Parents, I promise, you will make it to the other side of this entire college application process! Perhaps, April of senior year is the the second most stressful month after the first day of kindergarten? The same emotions swirl: will my little one be safe and okay? We get to choose day care or preschool environments for our kids, but public (or even private) education is a completely different situation.
What makes this new round of letting go better? Your child. You have a partner who just so happens to be the one with the food allergies and/or asthma! In kindergarten, you managed policy, parents, teachers, administrators, other kids and your own little cherub. Now, your management needs have morphed into your work to guide the person who is the center of all of this fuss! You have been elevated to guide. Phew. What a journey it has been.
Looking forward to the end of my son’s freshman year, I can say that I am breathing easier while knowing everything can change instantly, he has the same tools in his pocket that I have been using for the last twelve years. He was well equipped when we hugged and sent him off to college.
Let’s talk tools to help you get through this month and beyond without the need to drink good wine, chocolate milkshakes or to buy new coffee or tea cups to eat treats on. Oh wait, doesn’t everyone stress thrift store shop for teacups and plates?
Tips for choosing the right college when you are managing food and/or environmental allergies, asthma or need a gluten-free diet.
- Establish basic academic criteria. What are the must-haves versus the nice-to-haves? Establish your deal breakers for academics, environment and learning.
- Outline health and safety requirements. Based on your student’s needs, establish those same deal breakers. Does your child need access to medical care beyond the campus health center? Are grocery stores with safe food important? Can your student live in a single dorm room, often called medical singles? Is this what their health needs require. What is the local air quality if you are dealing with asthma, could an in room air filter help? Think about your student’s typical day and write up your list of those must-haves vs nice-to-haves.
- Contact the campus disability office. Reach out with your medical questions regarding housing and roommate choices, dining services and emergency response. This gave us the biggest peace of mind. At the time my son submitted his acceptance to college, he had already spoken to the recruiter about accommodations and was in touch with the person managing disabilities. Even though a firm system was not in place, my son felt confident that the school was committed to working with him. Once he accepted, we made the journey to the college to meet face-to-face with the dining services staff to work on the fall plans and to discuss if a medical single or roommate situation would work best.
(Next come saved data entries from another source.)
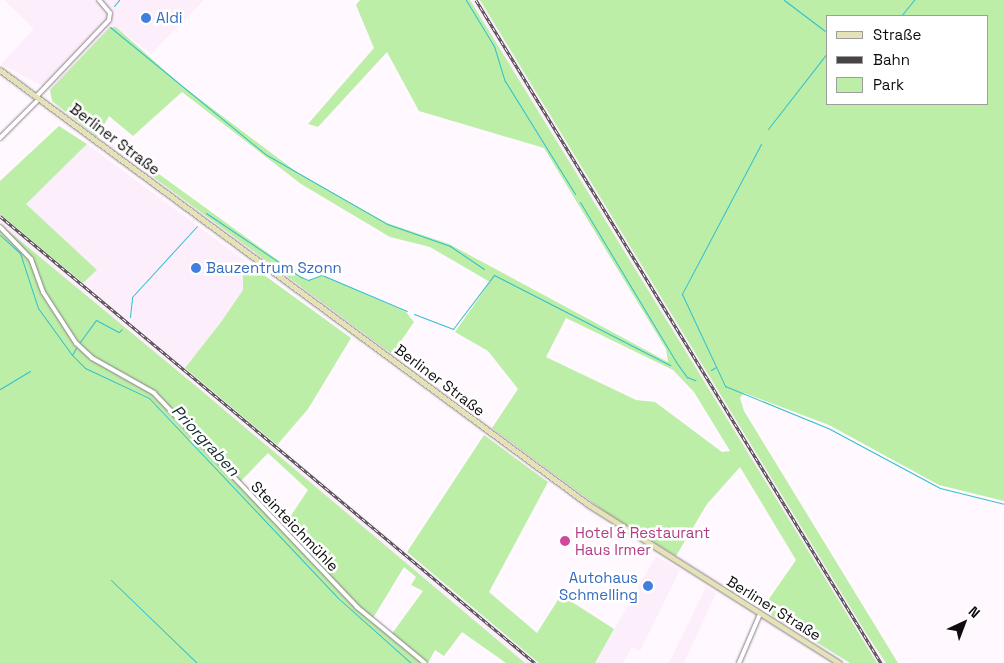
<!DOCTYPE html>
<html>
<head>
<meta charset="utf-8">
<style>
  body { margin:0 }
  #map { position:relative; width:1004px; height:663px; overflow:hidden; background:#fff8fe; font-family:"Space Grotesk",sans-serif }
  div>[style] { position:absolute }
  .built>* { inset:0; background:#fceefb }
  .green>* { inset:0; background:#bdeea8 }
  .stream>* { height:1px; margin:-0.5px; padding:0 0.5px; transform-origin:0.5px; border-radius:0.5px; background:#31bfcd }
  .roads { filter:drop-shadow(0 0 1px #867e85) drop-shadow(0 0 1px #867e85) }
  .minor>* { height:4px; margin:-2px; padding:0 2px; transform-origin:2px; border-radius:2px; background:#fff }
  .secondary>* { height:5px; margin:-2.5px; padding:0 2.5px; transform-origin:2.5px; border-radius:2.5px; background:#e4e2b6 }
  .rail>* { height:3px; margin-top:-1.5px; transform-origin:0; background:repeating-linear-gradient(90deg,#fff 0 4px,#474346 0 8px); box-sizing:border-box; border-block:1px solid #474346 }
  .dots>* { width:14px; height:14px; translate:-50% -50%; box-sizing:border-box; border:2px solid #fff; border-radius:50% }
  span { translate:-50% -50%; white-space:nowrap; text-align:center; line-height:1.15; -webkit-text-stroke:5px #fff; paint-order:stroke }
  .shop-label { font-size:15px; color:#366cbe }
  .left { translate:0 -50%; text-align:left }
  .right { translate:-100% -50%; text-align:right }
  .street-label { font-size:15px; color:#0f0c0e }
  .hotel-label { font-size:15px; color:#b23c85 }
  .water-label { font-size:16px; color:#172d30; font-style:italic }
  .legend { position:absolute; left:826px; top:15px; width:162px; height:90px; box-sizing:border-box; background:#fff; border:1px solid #9f9e9f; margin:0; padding:6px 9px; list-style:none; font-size:15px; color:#0f0c0e }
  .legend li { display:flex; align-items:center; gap:10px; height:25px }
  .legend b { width:25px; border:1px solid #9f9e9f }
  .north { position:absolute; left:939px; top:598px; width:50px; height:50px; -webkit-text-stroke:4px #fff; paint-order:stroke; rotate:43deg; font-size:14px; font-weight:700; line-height:20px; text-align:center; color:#0f0c0e }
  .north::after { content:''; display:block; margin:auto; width:18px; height:22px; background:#0f0c0e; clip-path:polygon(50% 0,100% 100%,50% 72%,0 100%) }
</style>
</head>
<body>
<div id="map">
  <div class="built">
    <div style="clip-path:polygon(4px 0,204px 0,151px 54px,116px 27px,50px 90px,1px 64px,34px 29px)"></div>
    <div style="clip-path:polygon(470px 0,480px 0,886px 663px,877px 663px,860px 636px)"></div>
    <div style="clip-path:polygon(87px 144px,253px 267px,243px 275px,243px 290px,221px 322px,185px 368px,539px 663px,525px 663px,0 224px,0 214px,84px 283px,97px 270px,25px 204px)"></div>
    <div style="clip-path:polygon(656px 556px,680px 570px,640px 651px,632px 647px,623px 663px,595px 663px)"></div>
    <div style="clip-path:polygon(706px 587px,716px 593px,684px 663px,669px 663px)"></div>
  </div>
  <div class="green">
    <div style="clip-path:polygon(evenodd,360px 0,470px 0,877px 663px,850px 663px,762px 609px,796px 560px,740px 467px,707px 504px,676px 556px,607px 513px,492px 428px,518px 389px,488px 351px,455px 332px,490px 282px,430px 247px,390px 237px,301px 184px,182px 92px,133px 136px,109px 116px,97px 137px,52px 101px,50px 90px,110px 27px,116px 27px,181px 85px,298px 173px,387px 223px,449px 244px,668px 362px,666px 349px,544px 148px,419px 111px,387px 52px,318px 127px,308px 124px,374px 48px,356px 5px,360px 0,566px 318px,673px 370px,694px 392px,730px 451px,722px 452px,655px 402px,636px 400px,546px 357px,566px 318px)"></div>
    <div style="clip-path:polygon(evenodd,480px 0,1004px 0,1004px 501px,939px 485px,829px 425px,744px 393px,740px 398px,744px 411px,898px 663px,886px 663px,866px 633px,480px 0,828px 16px,988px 16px,988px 104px,828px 104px,828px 16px)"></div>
    <div style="clip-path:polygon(59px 126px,87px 144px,26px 204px,97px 270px,83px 283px,0 214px,0 181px)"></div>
    <div style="clip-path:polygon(152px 169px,301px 277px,308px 281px,322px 275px,406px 312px,414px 322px,392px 354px,148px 173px)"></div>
    <div style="clip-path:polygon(evenodd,0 224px,197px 387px,525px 663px,506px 663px,462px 632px,444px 656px,435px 650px,428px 663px,0 663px,0 224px,268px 453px,308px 490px,284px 526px,241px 481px,268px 453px,0 224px,404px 567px,416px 577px,411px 585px,423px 591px,391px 635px,373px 618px,404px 567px)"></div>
    <div style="clip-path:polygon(253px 267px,351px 338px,308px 409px,277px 445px,185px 368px,221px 322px,243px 290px,243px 275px)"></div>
    <div style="clip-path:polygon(484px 435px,548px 482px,489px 592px,537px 633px,561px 595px,614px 629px,595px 663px,539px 663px,407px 552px)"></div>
  </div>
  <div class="stream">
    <div style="left:466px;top:0;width:54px;rotate:58.7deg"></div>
    <div style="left:494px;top:46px;width:37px;rotate:73deg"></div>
    <div style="left:505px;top:81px;width:133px;rotate:58.2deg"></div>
    <div style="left:784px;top:0;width:51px;rotate:37.1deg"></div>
    <div style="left:114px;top:6px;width:8px;rotate:-50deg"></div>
    <div style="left:901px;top:16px;width:21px;rotate:-51deg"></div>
    <div style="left:110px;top:27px;width:200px;rotate:39.3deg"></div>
    <div style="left:265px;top:154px;width:141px;rotate:29.8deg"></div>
    <div style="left:387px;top:224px;width:67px;rotate:19.2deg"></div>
    <div style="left:450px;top:246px;width:41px;rotate:34.1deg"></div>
    <div style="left:768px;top:129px;width:98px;rotate:-52.1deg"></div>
    <div style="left:761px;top:144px;width:170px;rotate:117.8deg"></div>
    <div style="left:682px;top:294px;width:102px;rotate:64.9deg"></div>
    <div style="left:725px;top:386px;width:111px;rotate:22.2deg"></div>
    <div style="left:828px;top:428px;width:127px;rotate:28.2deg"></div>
    <div style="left:940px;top:488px;width:66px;rotate:14deg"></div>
    <div style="left:580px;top:202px;width:187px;rotate:59deg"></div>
    <div style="left:676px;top:362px;width:19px;rotate:54deg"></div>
    <div style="left:687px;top:377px;width:9px;rotate:21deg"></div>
    <div style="left:206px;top:213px;width:115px;rotate:34deg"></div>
    <div style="left:301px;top:277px;width:8px;rotate:23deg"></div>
    <div style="left:308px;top:280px;width:15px;rotate:-20deg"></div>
    <div style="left:322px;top:275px;width:92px;rotate:23deg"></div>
    <div style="left:0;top:235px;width:27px;rotate:42deg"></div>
    <div style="left:20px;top:253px;width:58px;rotate:71.9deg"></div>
    <div style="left:38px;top:308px;width:58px;rotate:54.1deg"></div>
    <div style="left:72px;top:355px;width:18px;rotate:45deg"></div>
    <div style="left:85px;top:368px;width:71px;rotate:25.1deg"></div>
    <div style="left:149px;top:398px;width:275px;rotate:46.6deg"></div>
    <div style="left:338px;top:598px;width:98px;rotate:41.7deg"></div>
    <div style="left:414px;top:314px;width:42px;rotate:21deg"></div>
    <div style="left:453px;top:329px;width:68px;rotate:-52.8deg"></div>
    <div style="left:494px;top:275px;width:198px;rotate:27.1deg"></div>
    <div style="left:130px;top:317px;width:20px;rotate:-84deg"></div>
    <div style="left:132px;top:297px;width:96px;rotate:-47.5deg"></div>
    <div style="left:80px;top:342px;width:27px;rotate:-54deg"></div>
    <div style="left:96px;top:320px;width:26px;rotate:28deg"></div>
    <div style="left:119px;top:332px;width:4px;rotate:-45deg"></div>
    <div style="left:72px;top:355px;width:8px;rotate:-60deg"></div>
    <div style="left:711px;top:370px;width:6px;rotate:-31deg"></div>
    <div style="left:0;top:389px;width:35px;rotate:-31deg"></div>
    <div style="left:111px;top:580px;width:120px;rotate:44deg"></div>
  </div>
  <div class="roads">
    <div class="minor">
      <div style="left:36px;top:97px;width:106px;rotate:-46.5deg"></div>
      <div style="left:109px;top:20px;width:7px;rotate:-82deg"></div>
      <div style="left:110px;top:13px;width:17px;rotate:-130deg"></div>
      <div style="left:0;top:138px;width:55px;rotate:-45deg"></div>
      <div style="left:0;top:227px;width:45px;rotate:45.9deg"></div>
      <div style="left:31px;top:259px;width:35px;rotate:70deg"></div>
      <div style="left:43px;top:292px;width:61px;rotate:57.1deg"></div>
      <div style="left:76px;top:343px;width:22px;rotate:43deg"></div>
      <div style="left:92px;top:358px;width:71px;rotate:29.4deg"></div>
      <div style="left:154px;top:393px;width:295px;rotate:46.5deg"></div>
      <div style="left:357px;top:607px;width:88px;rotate:39.5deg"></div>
      <div style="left:739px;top:663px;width:53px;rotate:-66.8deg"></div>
    </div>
    <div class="secondary">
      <div style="left:0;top:70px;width:732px;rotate:36.45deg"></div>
      <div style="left:589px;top:505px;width:296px;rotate:32.3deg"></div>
    </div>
  </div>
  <div class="rail">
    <div style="left:476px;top:0;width:777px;rotate:58.58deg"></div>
    <div style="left:0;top:216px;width:697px;rotate:39.88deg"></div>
  </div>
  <div class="dots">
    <div style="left:146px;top:18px;background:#3f7fe0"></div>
    <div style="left:196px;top:268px;background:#3f7fe0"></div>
    <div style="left:565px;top:541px;background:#d1479c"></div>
    <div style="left:648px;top:586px;background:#3f7fe0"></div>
  </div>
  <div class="shop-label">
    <span class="left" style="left:156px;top:18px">Aldi</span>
    <span class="left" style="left:206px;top:268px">Bauzentrum Szonn</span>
    <span class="right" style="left:638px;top:586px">Autohaus<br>Schmelling</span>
  </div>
  <div class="street-label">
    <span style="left:115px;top:139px;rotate:37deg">Berliner Straße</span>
    <span style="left:440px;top:380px;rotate:37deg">Berliner Straße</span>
    <span style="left:295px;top:526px;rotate:46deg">Steinteichmühle</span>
    <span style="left:774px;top:608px;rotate:32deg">Berliner Straße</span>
  </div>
  <div class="hotel-label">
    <span class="left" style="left:575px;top:541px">Hotel &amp; Restaurant<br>Haus Irmer</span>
  </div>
  <div class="water-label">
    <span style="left:205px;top:441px;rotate:47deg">Priorgraben</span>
  </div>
  <ul class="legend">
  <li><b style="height:6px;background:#e4e2b6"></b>Straße</li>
  <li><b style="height:6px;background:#474346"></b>Bahn</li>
  <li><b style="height:14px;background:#bdeea8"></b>Park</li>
  </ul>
  <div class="north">N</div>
</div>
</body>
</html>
- Create good questions to ask. Allergic Living Magazine created the, “US Colleges Directory: Comparing Allergy and Gluten Free Policies”, which outlines the questions the writer asked of Sodexo, Aramark and Compass – the top three college food service providers. Even if you don’t need a college guide, you might be inspired by what criteria was compared to create this important tool.
- Talk. Then talk some more to your student. Create a safe and comfortable space for your student to share what feels uncomfortable and then address those issues. Do they want to stay close to home? Close to medical care? Are they worried about having a roommate who, “may not get it”. Once the issues are out on the table, they can be discussed and the path to solutions is in place.
- Talk to other parents. My sanity came from my own food allergy mentors and other parents who already have kids in college. Logically, we know they will be okay. Emotionally, it takes harder to get to that point. Especially, if we feel our kids are not taking the same actions we would. I was advised that the best I can do is “give ’em tools”. For me, the tools were articles and real life stories. I’ll be posting more about stories that had impact.
- Give yourself space. Give yourself space to feel sad, most parents feels some strong emotion when their kids head off to college- without or without allergies or other health conditions. Use whatever methods resonate to process your feelings and then keep moving forward!
- Celebrate! Whip out some decorations, a fun meal or something special and celebrate your child’s choice. Rejoice in the new beginning and adventure that you have just spent the last twelve years preparing for!
Think back to kindergarten, things were smooth, things were bumpy but today, you are here. You made it! Today is a wiser kindergarten when letting go means your child is now in the driver’s seat, equipped with medications, knowledge and excitement! How refreshing is this?